3D After Avatar
Avatar was unquestionably a major feat of movie-making. It looked amazing and the 3D effects were stunning. But the trend of 3D movies that had already been mounting and which Avatar cemented means we’re going to start getting overcharged for a lot of subpar 3D (not to mention fake IMAX). Essentially, I feel that 3D rarely enhances the movie-going experience, and at worst rips us off, dulls the color and brightness of the picture, and gives people headaches. As Roger Ebert puts it, “3-D is a distracting, annoying, anti-realistic, juvenile abomination to use as an excuse for higher prices.” I don’t hate 3D, but I think it’s becoming a gimmick that takes away from the craft of making a good film.
Entertainment Weekly’s “3-D Movies: What You Need To Know” explains that most 3D movies coming out this year were not filmed in 3D but are instead being converted after the fact. While Avatar was conceived as a 3D picture from the start, these movies, like Clash of the Titans, were not. It’ll be a few years before new releases come out that were shot in 3D from the start. Movies coming out this year will have had the third dimension added manually by effects companies.

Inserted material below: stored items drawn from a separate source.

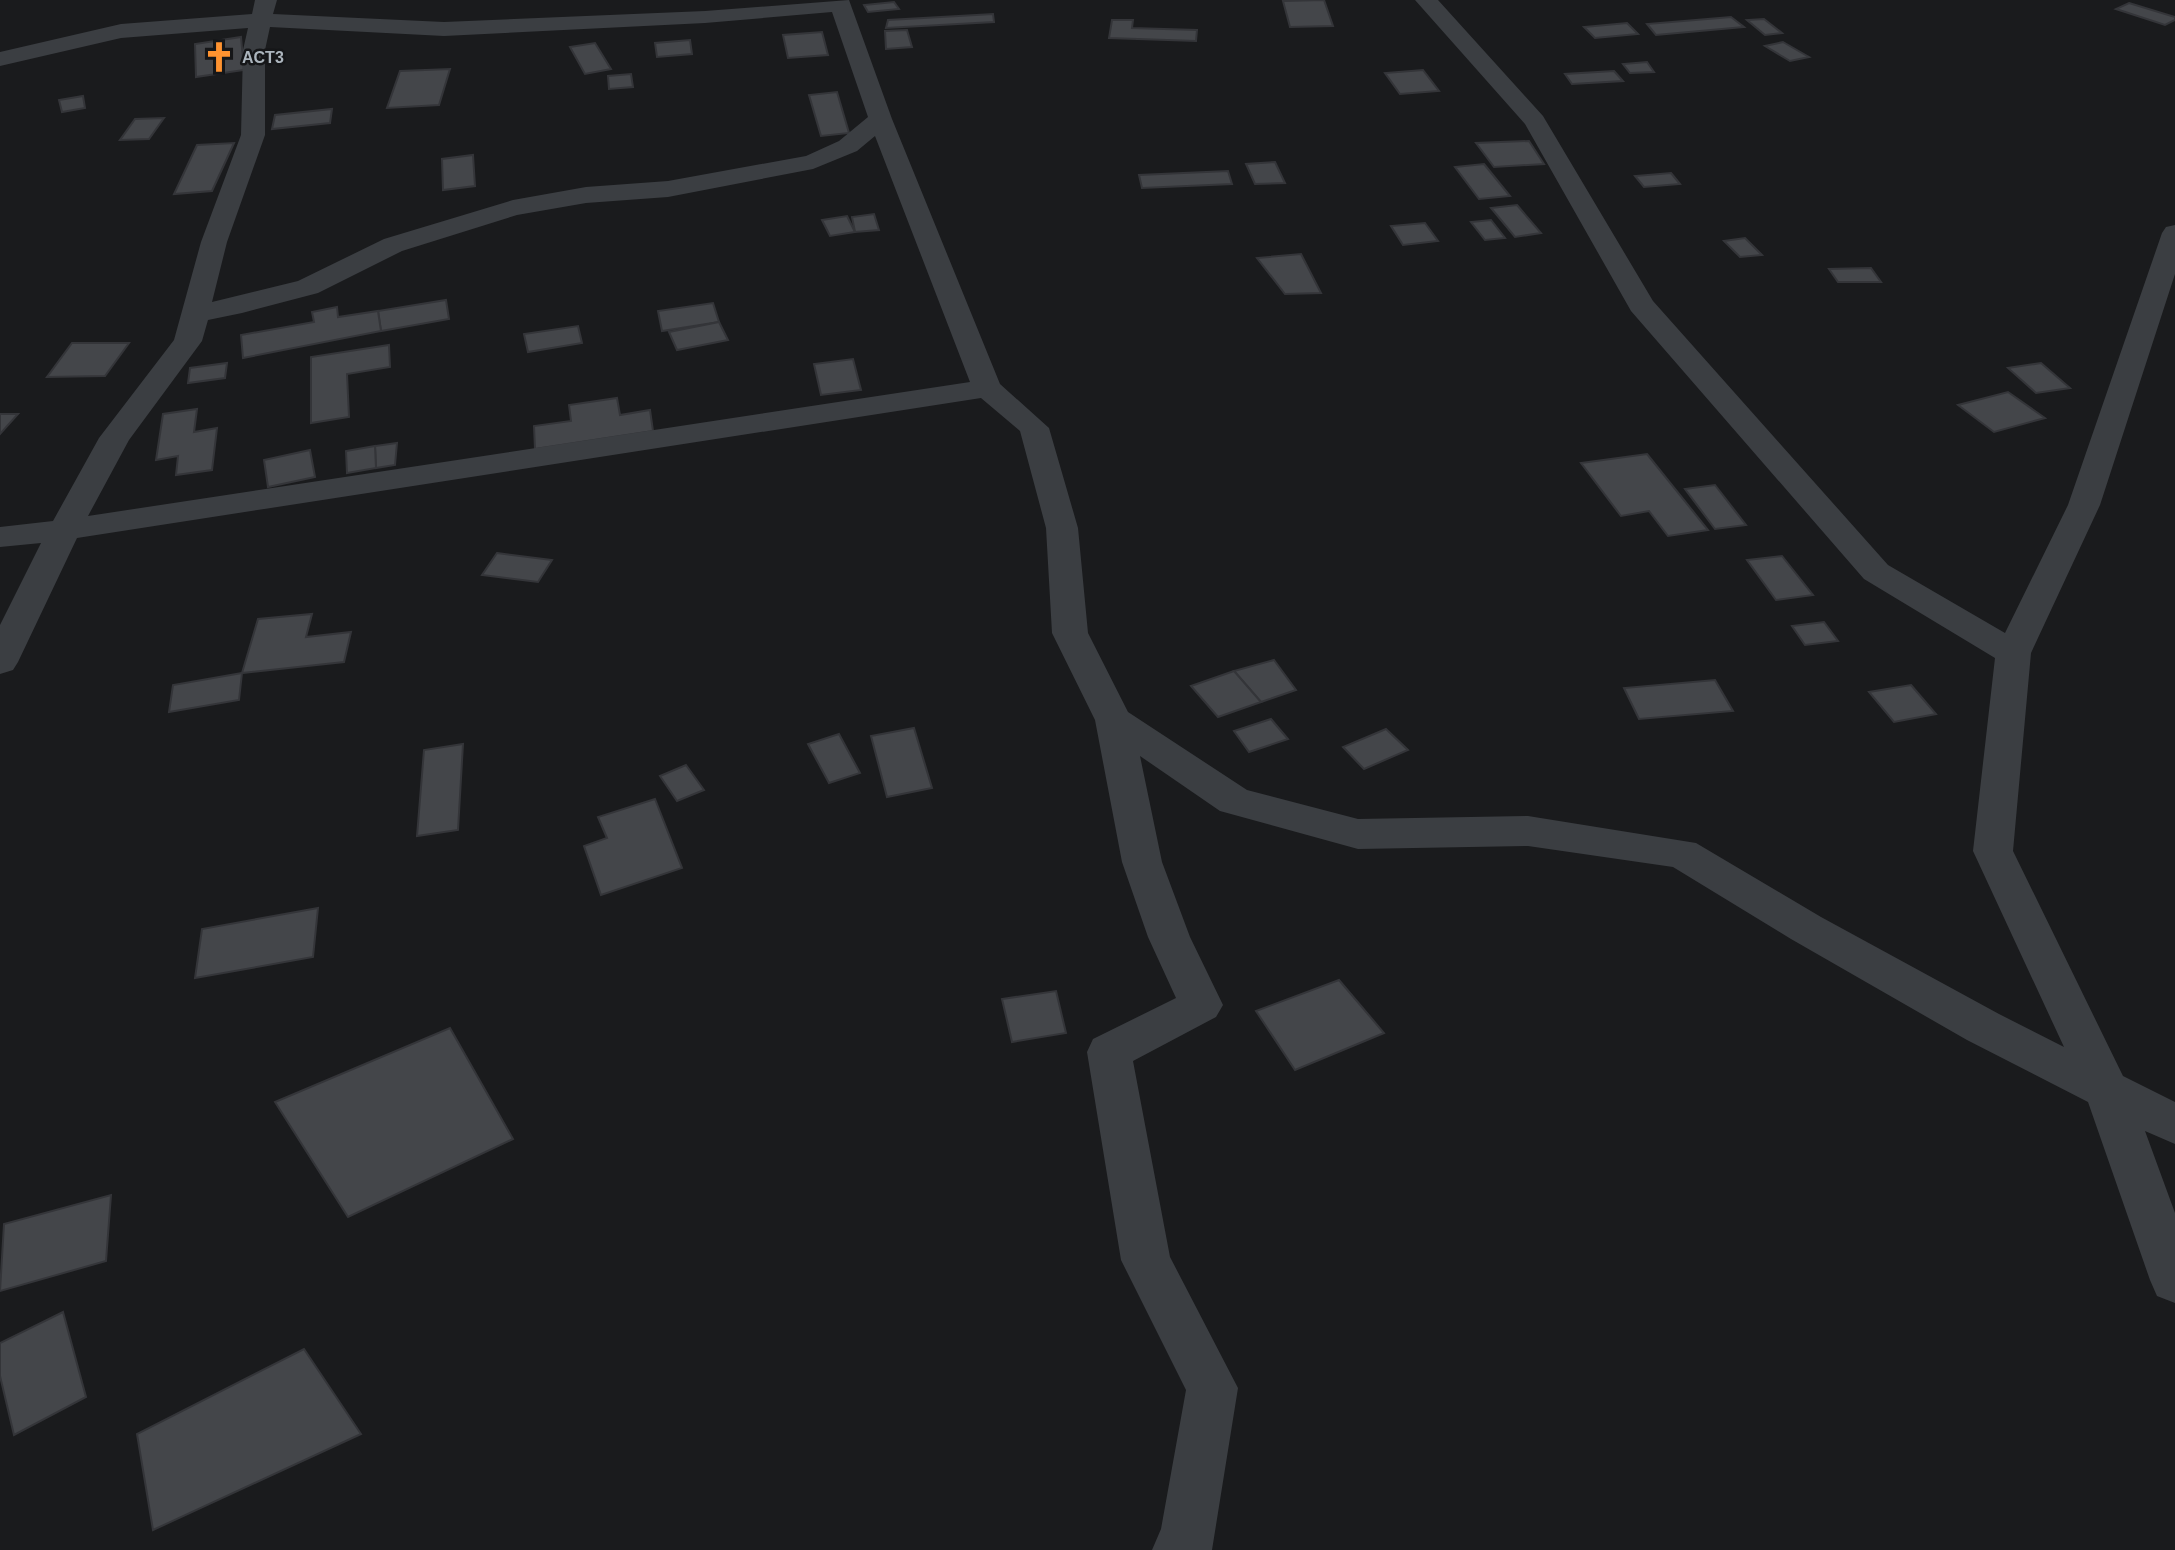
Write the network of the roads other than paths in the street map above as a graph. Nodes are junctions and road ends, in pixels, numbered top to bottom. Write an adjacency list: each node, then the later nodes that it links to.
1 (1426, 0): 11 (street)
2 (839, 3): 3 (street); 5 (street)
3 (264, 10): 4 (street); 7 (street)
4 (0, 59)
5 (880, 119): 7 (street); 8 (street)
6 (2175, 233): 11 (street)
7 (197, 313): 9 (street)
8 (987, 388): 9 (street); 13 (street)
9 (65, 530): 10 (street); 12 (street)
10 (0, 537)
11 (2013, 653): 14 (street)
12 (0, 662)
13 (1114, 720): 14 (street); 17 (street)
14 (2107, 1090): 15 (street); 16 (street)
15 (2175, 1124)
16 (2175, 1280)
17 (1180, 1550)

Writing for Nikke Finke’s Deadline, Mike Fleming’s article includes quotes from Michael Bay about how bad the experiments he’s done in 3D conversions look:
“I am trying to be sold, and some companies are still working on the shots I gave them,” Bay said. “Right now, it looks like fake 3D, with layers that are very apparent. You go to the screening room, you are hoping to be thrilled, and you’re thinking, huh, this kind of sucks. People can say whatever they want about my movies, but they are technically precise, and if this isn’t going to be excellent, I don’t want to do it.”

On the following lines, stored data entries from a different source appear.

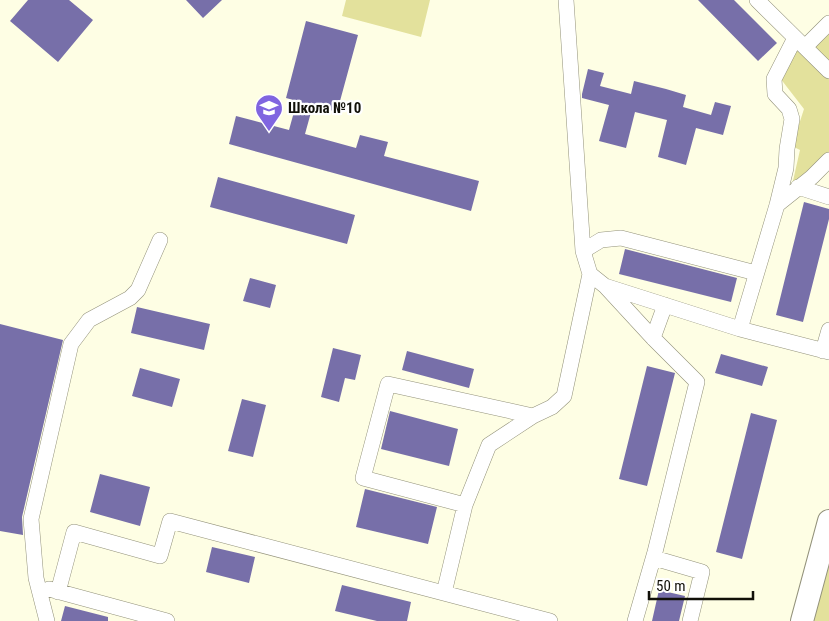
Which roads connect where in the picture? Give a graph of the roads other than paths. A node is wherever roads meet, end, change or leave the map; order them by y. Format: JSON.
{"nodes":[{"id":1,"x":566,"y":0,"type":"edge"},
{"id":2,"x":759,"y":1,"type":"edge"},
{"id":3,"x":829,"y":23,"type":"edge"},
{"id":4,"x":800,"y":43,"type":"junction"},
{"id":5,"x":829,"y":71,"type":"edge"},
{"id":6,"x":829,"y":160,"type":"edge"},
{"id":7,"x":798,"y":186,"type":"junction"},
{"id":8,"x":829,"y":197,"type":"edge"},
{"id":9,"x":777,"y":205,"type":"junction"},
{"id":10,"x":160,"y":240,"type":"dead end"},
{"id":11,"x":583,"y":251,"type":"junction"},
{"id":12,"x":756,"y":273,"type":"junction"},
{"id":13,"x":590,"y":274,"type":"junction"},
{"id":14,"x":605,"y":286,"type":"junction"},
{"id":15,"x":665,"y":305,"type":"junction"},
{"id":16,"x":740,"y":328,"type":"junction"},
{"id":17,"x":829,"y":330,"type":"edge"},
{"id":18,"x":653,"y":338,"type":"junction"},
{"id":19,"x":826,"y":351,"type":"edge"},
{"id":20,"x":533,"y":416,"type":"junction"},
{"id":21,"x":465,"y":505,"type":"junction"},
{"id":22,"x":829,"y":521,"type":"edge"},
{"id":23,"x":654,"y":558,"type":"junction"},
{"id":24,"x":38,"y":586,"type":"junction"},
{"id":25,"x":58,"y":592,"type":"junction"},
{"id":26,"x":444,"y":593,"type":"junction"},
{"id":27,"x":47,"y":621,"type":"edge"},
{"id":28,"x":168,"y":621,"type":"edge"},
{"id":29,"x":550,"y":621,"type":"edge"},
{"id":30,"x":635,"y":621,"type":"edge"},
{"id":31,"x":690,"y":621,"type":"edge"},
{"id":32,"x":802,"y":621,"type":"edge"}],
"edges":[{"from":1,"to":11,"type":"street"},
{"from":2,"to":4,"type":"street"},
{"from":3,"to":4,"type":"street"},
{"from":4,"to":5,"type":"street"},
{"from":4,"to":9,"type":"street"},
{"from":6,"to":7,"type":"street"},
{"from":7,"to":8,"type":"street"},
{"from":7,"to":9,"type":"street"},
{"from":9,"to":12,"type":"street"},
{"from":10,"to":24,"type":"street"},
{"from":11,"to":12,"type":"street"},
{"from":11,"to":13,"type":"street"},
{"from":12,"to":16,"type":"street"},
{"from":13,"to":14,"type":"street"},
{"from":13,"to":20,"type":"street"},
{"from":14,"to":15,"type":"street"},
{"from":14,"to":18,"type":"street"},
{"from":15,"to":16,"type":"street"},
{"from":15,"to":18,"type":"street"},
{"from":16,"to":19,"type":"street"},
{"from":17,"to":19,"type":"street"},
{"from":18,"to":23,"type":"street"},
{"from":20,"to":21,"type":"street"},
{"from":20,"to":21,"type":"street"},
{"from":21,"to":26,"type":"street"},
{"from":22,"to":32,"type":"main road"},
{"from":23,"to":30,"type":"street"},
{"from":23,"to":31,"type":"street"},
{"from":24,"to":25,"type":"street"},
{"from":24,"to":27,"type":"street"},
{"from":25,"to":26,"type":"street"},
{"from":25,"to":28,"type":"street"},
{"from":26,"to":29,"type":"street"}]}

- Hollywood Reporter’s “How ‘Avatar’ changed the rules of deliverables” explains that James Cameron’s team wound up making 100 different versions of the film to make sure that it looked great on different combinations of screen and projector type:
To optimize the experience for different screens sizes, Cameron made the decision to complete the movie in three aspect ratios: Scope (2:39:1), flat (1:85:1) and Imax (1:43:1). “You are not going to see many directors releasing in different aspect ratios, as most pick their canvas and that is their format,” Fox vp postproduction Steve Barnett says.
Adds [Fox Postproduction President Ted] Gagliano: “Jim wanted the biggest image possible. If you had a theater (where the biggest image possible meant using) movable masking that went up for flat, he preferred the theater run flat. If there was a theater that increased the size of the image by opening it side-to-side to accommodate scope, he wanted to run scope.”
In some cases, a single multiplex required different versions for different auditorium configurations.
Creative decisions involving light levels also led to additional versions. 3D projection and glasses cut down the light the viewer sees, so “Avatar” also had separate color grades at different light levels, which are measured in foot lamberts.
“If we had just sent out one version of the movie, it would have been very dark (in the larger theaters),” Barnett says. “We had a very big flow chart with all of the different steps, so we could send the right media to the right theater.”
That Kubrick level of care about the entire work, from pre-production to distribution, is what separates Avatar from the rest of the herd. Many filmmakers are putting that level of effort into their movies and, from what I’ve read, it’s a shame that the 3D trend may be dulling some of that work.